Ça n’était pas naturel. Il y avait là-dessous du sortilège. Ce crapaud sentait le roussi. Pauvre, misérable, désespérée, anéantie Carlotta!…

Dans la salle, la rumeur grandissait. C’eût été une autre que la Carlotta à qui serait survenue semblable aventure, on l’eût huée! Mais avec celle-là, dont on connaissait le parfait instrument, on ne montrait point de colère, mais de la consternation et de l’effroi. Ainsi les hommes ont-ils dû subir cette sorte d’épouvante s’il en est qui ont assisté à la catastrophe qui brisa les bras de la Vénus de Milo!… et encore ont-ils pu voir le coup qui frappait… et comprendre…

Mais là? Ce crapaud était incompréhensible!…

Si bien qu’après quelques secondes passées à se demander si vraiment elle avait entendu elle-même, sortir de sa bouche même, cette note, – était-ce une note, ce son? – pouvait-on appeler cela un son? Un son, c’est encore de la musique – ce bruit infernal, elle voulut se persuader qu’il n’en avait rien été; qu’il y avait eu là, un instant, une illusion de son oreille, et non point une criminelle trahison de l’organe vocal…

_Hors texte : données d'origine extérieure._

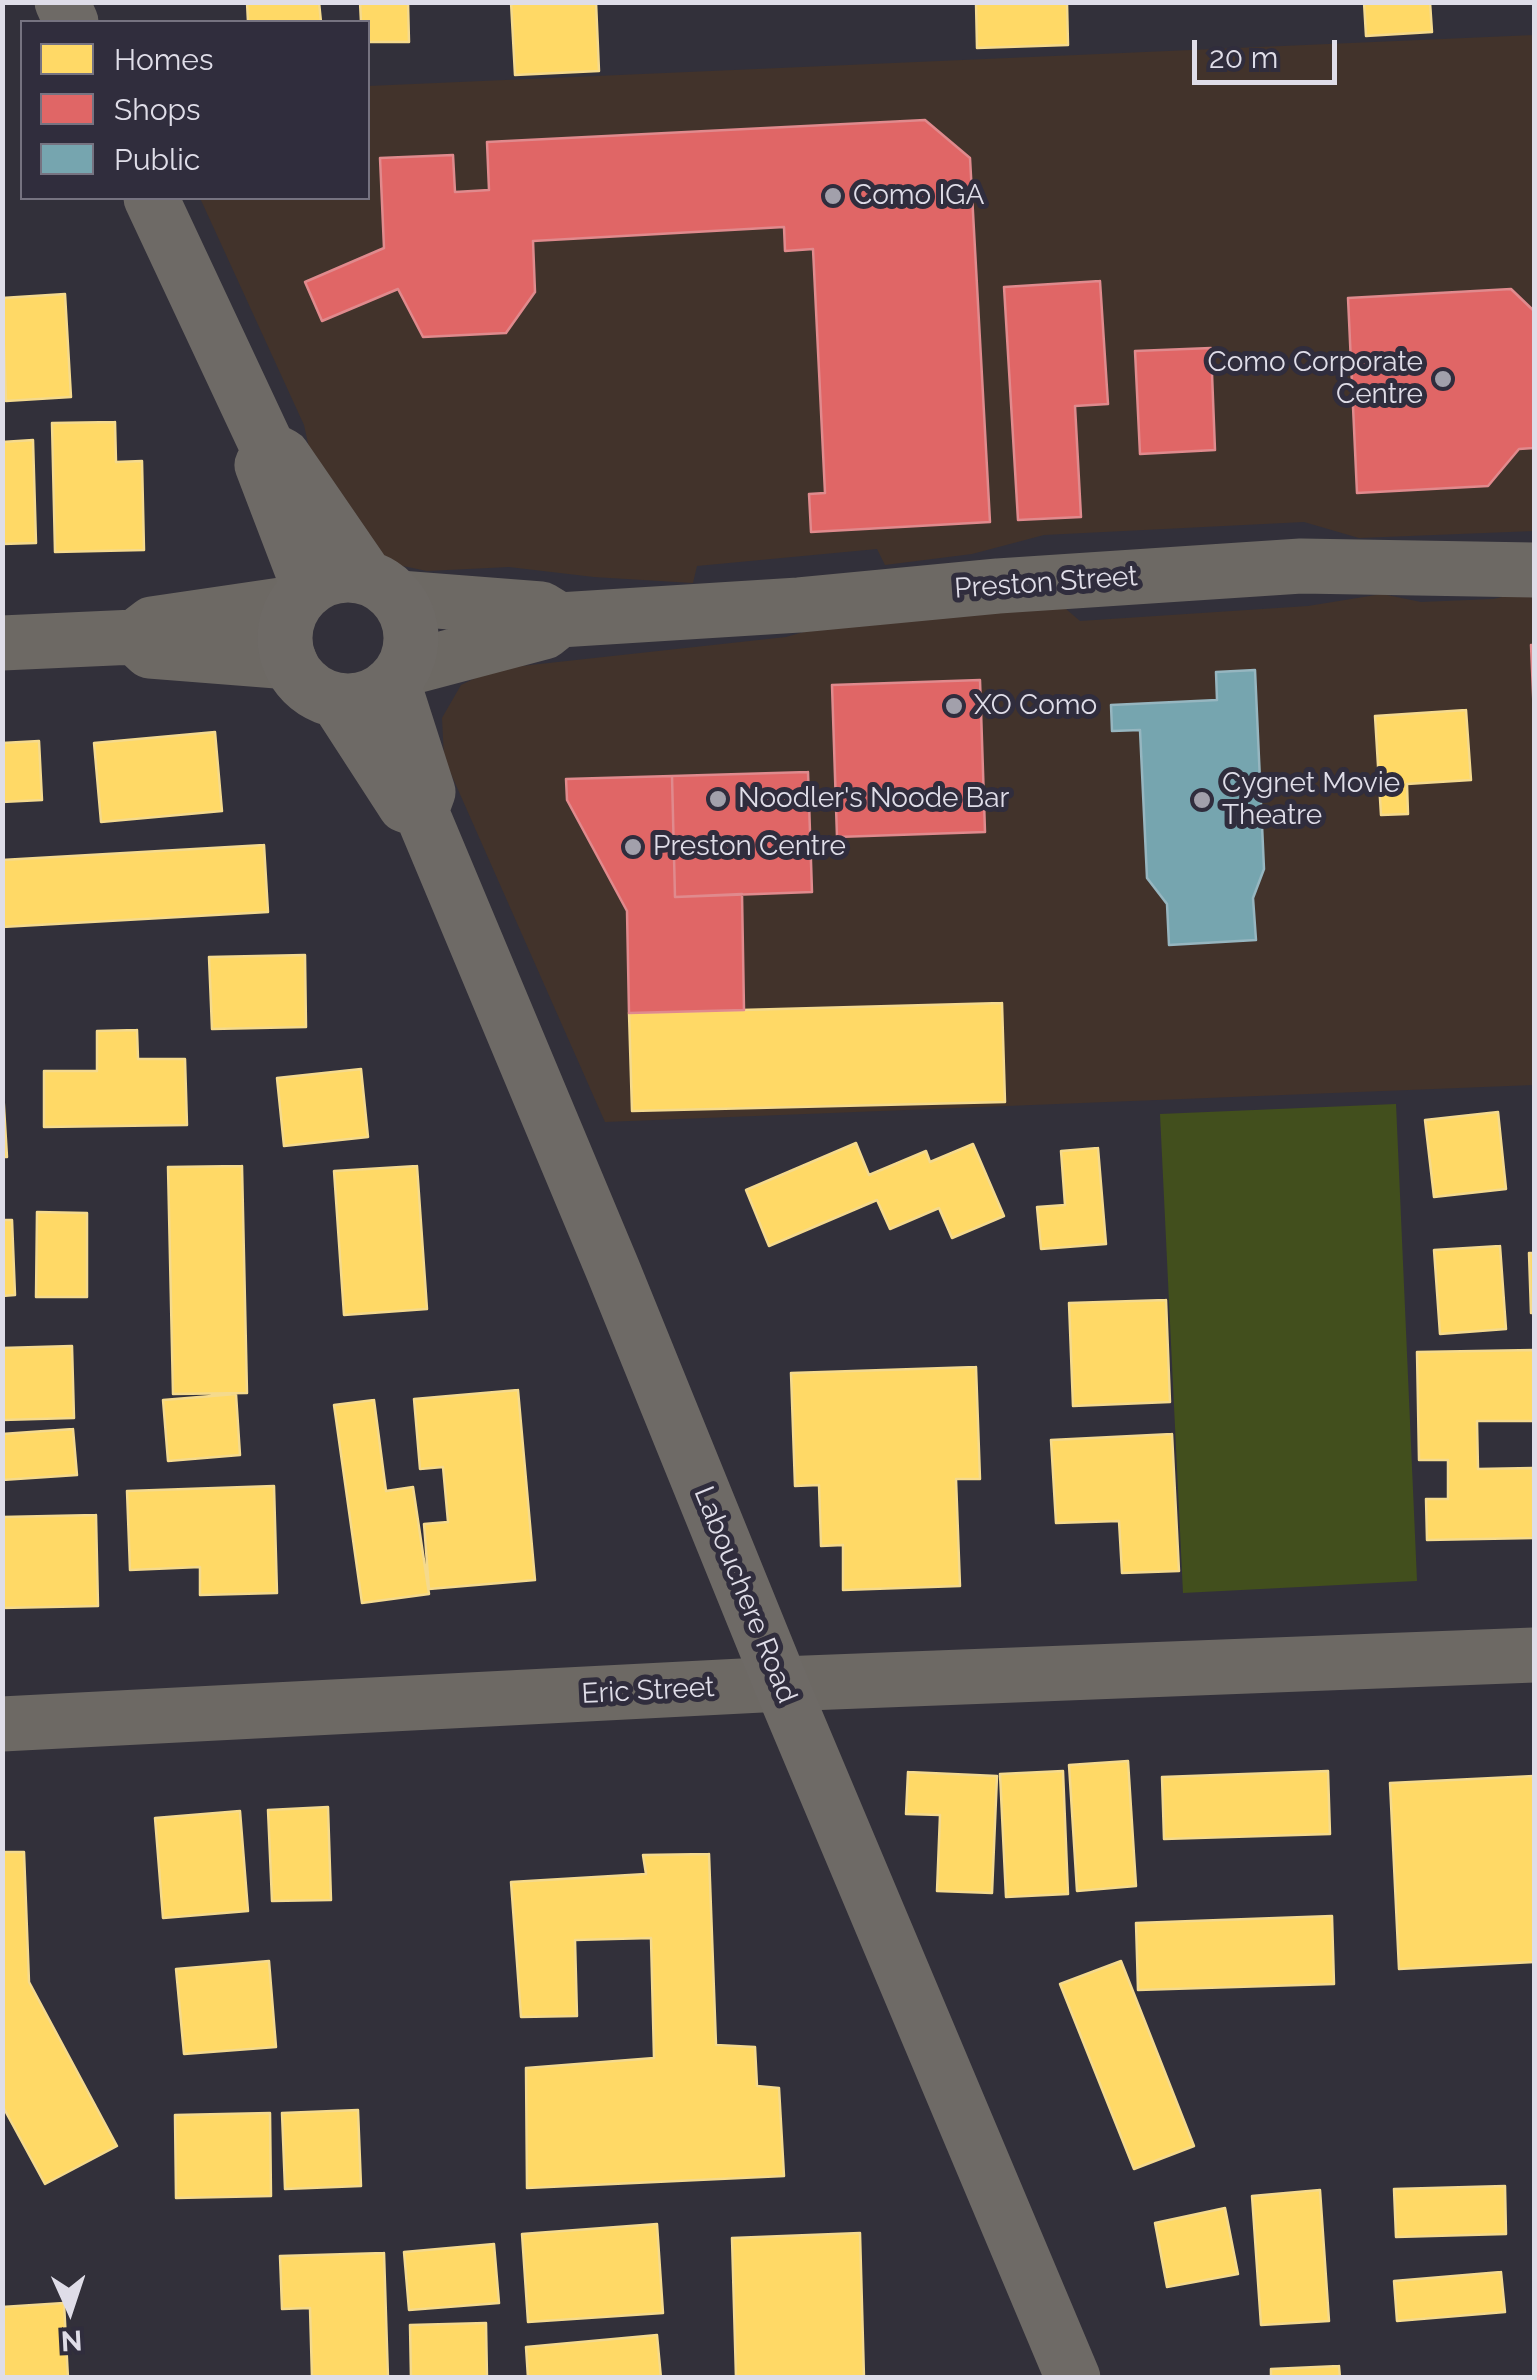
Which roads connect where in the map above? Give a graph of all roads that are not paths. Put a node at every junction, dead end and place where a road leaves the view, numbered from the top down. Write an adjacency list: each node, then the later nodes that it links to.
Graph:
1 (152, 200): 2 (main road)
2 (268, 448): 4 (main road); 5 (main road)
3 (1534, 570): 6 (street, Preston Street)
4 (382, 588): 5 (main road); 6 (street, Preston Street); 10 (main road)
5 (302, 595): 7 (street); 9 (main road)
6 (559, 620): 10 (street, Preston Street)
7 (135, 637): 8 (street); 9 (street)
8 (2, 643)
9 (290, 662): 11 (main road)
10 (398, 676): 11 (main road); 12 (main road, Labouchere Road)
11 (337, 700): 12 (main road, Labouchere Road)
12 (421, 812): 14 (main road, Labouchere Road)
13 (1534, 1656): 14 (street, Eric Street)
14 (781, 1684): 15 (street, Eric Street); 16 (main road, Labouchere Road)
15 (2, 1724)
16 (1073, 2378)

Elle jeta, éperdue, les yeux autour d’elle comme pour chercher un refuge, une protection, ou plutôt l’assurance spontanée de l’innocence de sa voix. Ses doigts crispés s’étaient portés à sa gorge en un geste de défense et de protestation! Non! non! ce couac n’était pas à elle! Et il semblait bien que Carolus Fonta lui-même fût de cet avis, qui la regardait avec une expression inénarrable de stupéfaction enfantine et gigantesque. Car enfin, il était près d’elle, lui. Il ne l’avait pas quittée. Peut-être pourrait-il lui dire comment une pareille chose était arrivée! Non, il ne le pouvait pas! Ses yeux étaient stupidement rivés à la bouche de la Carlotta comme les yeux des tout petits considérant le chapeau inépuisable du prestidigitateur. Comment une si petite bouche avait-elle pu contenir un si grand couac?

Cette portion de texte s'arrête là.